I know I am personally really excited to hear that visual fields are going away from the screening recommendations for Plaquenil for us. So to add back in the visual field component, it's challenging in a busy clinic, you have to feel like that test is giving you something that will allow you to change your management of these patients. And so I think that that piece is still out there and needs to be fleshed out if this is going to be integrated into busy clinical practices.
Barton Blackorby:
Right. And if I look back to my residency days, I think a visual field was 15 or 20 minutes, and it's definitely an exam burden and a patient burden. They're already going through a lot in terms of their testing.
As we see more of an interest in this peripheral visual field and function, it reminds me of a few years ago when I was at AAO, I tried out a device called a RETeval. And you use it in the clinic at the chair side and it gives you just a full field ERG of your retina. It was very easy to do. And they did provide a diabetic retinopathy score to look for intervention. Certainly something that I would need to look into more as well as this peripheral perimetry.

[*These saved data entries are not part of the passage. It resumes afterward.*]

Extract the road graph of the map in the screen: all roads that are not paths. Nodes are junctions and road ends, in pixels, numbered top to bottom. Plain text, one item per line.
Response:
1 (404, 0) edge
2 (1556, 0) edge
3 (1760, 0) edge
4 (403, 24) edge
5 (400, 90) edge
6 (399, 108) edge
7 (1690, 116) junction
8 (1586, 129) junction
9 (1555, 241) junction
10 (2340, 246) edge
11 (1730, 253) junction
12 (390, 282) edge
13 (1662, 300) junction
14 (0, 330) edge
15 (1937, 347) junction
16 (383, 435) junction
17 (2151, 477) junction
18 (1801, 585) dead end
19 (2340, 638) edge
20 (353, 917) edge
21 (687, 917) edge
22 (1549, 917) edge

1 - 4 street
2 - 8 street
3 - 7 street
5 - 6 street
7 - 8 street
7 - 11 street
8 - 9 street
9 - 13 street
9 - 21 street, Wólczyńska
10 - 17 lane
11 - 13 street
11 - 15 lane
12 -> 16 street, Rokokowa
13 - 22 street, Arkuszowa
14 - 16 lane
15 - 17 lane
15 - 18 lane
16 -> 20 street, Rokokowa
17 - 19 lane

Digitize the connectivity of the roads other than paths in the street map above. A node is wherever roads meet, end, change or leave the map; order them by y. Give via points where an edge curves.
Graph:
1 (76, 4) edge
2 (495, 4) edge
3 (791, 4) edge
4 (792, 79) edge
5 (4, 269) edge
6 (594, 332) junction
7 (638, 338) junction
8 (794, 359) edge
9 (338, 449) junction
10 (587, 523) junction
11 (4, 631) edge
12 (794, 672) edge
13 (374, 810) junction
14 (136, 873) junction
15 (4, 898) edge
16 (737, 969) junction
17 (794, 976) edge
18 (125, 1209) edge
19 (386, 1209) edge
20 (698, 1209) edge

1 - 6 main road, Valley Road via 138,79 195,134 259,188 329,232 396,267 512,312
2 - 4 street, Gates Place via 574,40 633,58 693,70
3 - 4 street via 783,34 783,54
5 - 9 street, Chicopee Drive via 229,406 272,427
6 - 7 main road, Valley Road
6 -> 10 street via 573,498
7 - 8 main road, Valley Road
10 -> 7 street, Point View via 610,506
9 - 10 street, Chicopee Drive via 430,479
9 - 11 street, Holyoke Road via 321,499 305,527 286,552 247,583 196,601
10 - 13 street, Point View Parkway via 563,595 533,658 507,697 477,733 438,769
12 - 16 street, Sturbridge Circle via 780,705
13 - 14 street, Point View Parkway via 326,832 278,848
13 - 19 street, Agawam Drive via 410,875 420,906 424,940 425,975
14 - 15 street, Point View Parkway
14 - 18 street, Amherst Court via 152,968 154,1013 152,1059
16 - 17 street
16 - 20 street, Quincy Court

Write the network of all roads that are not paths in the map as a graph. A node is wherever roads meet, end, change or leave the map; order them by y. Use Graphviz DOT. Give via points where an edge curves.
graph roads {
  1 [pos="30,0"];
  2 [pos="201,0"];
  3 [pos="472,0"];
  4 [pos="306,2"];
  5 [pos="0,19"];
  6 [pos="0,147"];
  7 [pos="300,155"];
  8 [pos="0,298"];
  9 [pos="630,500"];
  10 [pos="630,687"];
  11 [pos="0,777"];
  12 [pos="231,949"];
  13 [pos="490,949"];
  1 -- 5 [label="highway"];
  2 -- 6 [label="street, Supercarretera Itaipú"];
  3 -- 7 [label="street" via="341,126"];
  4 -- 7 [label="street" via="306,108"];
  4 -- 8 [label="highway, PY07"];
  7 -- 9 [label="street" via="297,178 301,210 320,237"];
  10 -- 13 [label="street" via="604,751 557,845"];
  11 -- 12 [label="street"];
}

But I think as we get more tools available to look at the peripheral retina of diabetics, it's going to be the next frontier. I think we have macular disease well controlled. Now it's seeing that peripheral retina that may need the help a little bit more.
So we learned about the functional and perfusion of the peripheral retina and diabetics in this paper. Now let's see how that applies to our clinical judgment. Dr. Talcott, did this influence you in terms of applying PRP or anti-VEGF for patients with nonperfusion and potentially good function?
Katherine Talcott:
Yeah, I think that's a really good question. I used to really worry about adding PRP in for some of my PDR patients. That it can certainly limit their peripheral vision. But I feel like the protocol study actually taught us a lot in looking at those five-year outcomes. Because in those studies there was no difference in the visual fields between patients who got PRP versus patients who were continued on anti-VEGF injections for five years. So although that's something that I used to worry about a lot, now I don't because I think in a lot of ways, I mean, I think peripheral nonperfusion probably does impact patients' peripheral vision. And so even if we treat it with laser versus not, the underlying disease still impacts things.
Barton Blackorby:
What about you, Dr. Hua?
Hong-Uyen Hua:
Yeah, for me, it's more important to prevent progression of disease. So that's what I tell patients, it's more important for us to preserve your long-term central vision. And hardly any patients, it's a rare patient that really complains of their functional peripheral vision loss, so it hasn't really changed my clinical management.
Barton Blackorby:
Yeah, I'm a bit of a mix. I will give some patients the options of anti-VEGF versus PRP. But I tell them if you miss one appointment or you're late, there is no option, you just get laser after that.
Well, I do appreciate you guys discussing this paper with me. I think it was a great paper to dive into. It'll open up even more in the future.